What was the winning dish?
The winning dish was the Mary Had a Little Lamb Meatball [created by Chantal Albert]. It was a Moroccan-inspired meatball that had a roasted eggplant and tomato puree, with a spiced toasted chickpea and a little bit of mint yogurt.
How did this competition come about?
I’ve been planning events for about 20 years and I ran a catering company for 10 years. In that time I saw cooks come and go and met with staff at all different levels. It got me thinking: How do I bring all that together and give people a chance to expose their work?
You’ve been marketing My Neighbourhood Bites to “amateur cooks, home cooks, and oven-lovers.” Does this mean established cooks can’t participate?
Not at all. Anyone can apply as long as they’re not a certified chef. A lot of the time cooks are recreating the same meals based off a menu; they don’t have the chance to be creative. So this is an outlet for them as well.
How did you choose the different neighbourhoods?

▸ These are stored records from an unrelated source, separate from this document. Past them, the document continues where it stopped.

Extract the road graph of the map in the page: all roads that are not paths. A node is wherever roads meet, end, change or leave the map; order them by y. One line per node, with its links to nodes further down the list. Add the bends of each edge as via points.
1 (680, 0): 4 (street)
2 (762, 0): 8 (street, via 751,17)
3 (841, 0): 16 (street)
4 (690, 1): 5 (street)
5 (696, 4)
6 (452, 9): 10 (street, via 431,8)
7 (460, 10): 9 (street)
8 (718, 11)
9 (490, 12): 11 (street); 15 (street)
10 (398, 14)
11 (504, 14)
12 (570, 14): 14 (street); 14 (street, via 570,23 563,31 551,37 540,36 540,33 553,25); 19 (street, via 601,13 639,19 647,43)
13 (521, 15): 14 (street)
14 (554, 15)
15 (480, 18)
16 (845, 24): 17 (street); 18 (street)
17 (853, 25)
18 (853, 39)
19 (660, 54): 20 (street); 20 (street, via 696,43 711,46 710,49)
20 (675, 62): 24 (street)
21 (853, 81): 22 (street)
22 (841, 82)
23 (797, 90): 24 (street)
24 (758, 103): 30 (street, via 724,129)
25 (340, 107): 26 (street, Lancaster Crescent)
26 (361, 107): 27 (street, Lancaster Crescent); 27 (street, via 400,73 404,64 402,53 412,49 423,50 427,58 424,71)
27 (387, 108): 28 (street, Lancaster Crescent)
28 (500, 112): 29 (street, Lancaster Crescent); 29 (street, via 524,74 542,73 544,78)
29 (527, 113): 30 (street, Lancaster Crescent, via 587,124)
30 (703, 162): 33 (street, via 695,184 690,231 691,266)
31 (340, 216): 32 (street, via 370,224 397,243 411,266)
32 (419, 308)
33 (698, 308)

It’s not so much about the neighbourhood as it is the space. We really focused on finding venues that reflected each area.
So far nine of the 12 areas have been announced. When will the final list be posted?
Hopefully in the next few weeks. But if there’s someone out there who has a neighbourhood they think we haven’t represented, we’re happy to have them reach out to us!
What can you tell us about your partnership with Winterlude?
We’re hosting two events during Winterlude. One is being held at the Kichesippi Brewery and will focus on recipes that go well with beer. The other event will be a comfort-food-themed night during [Vanier’s] Winter Carnival. People will be coming to Winterlude from all over, so this is a great opportunity for cooks to get some exposure.
You’ve also joined forces with several local food programs.
That’s right. The top three entries from each neighbourhood will be published in a cookbook, which will then be sold in support of the Ottawa Food Bank. But in working with the food bank, we’ve also connected with groups in each of the neighbourhoods. For instance, with the Wellington West event, a coordinator from the Parkdale Food Centre came out to collect donations.
What else should readers know about the competition?
From my perspective, there are two messages with what we’re doing. One is to really rally local cooks and let them know that they should apply. You may be a bit nervous, but our team is really there to help with the whole process. The second thing is that it is a public event. We want the public to come out, to taste their way through, to connect with the cooks. And then to vote, because they’re the ones that make the final decision and determine who the winners are.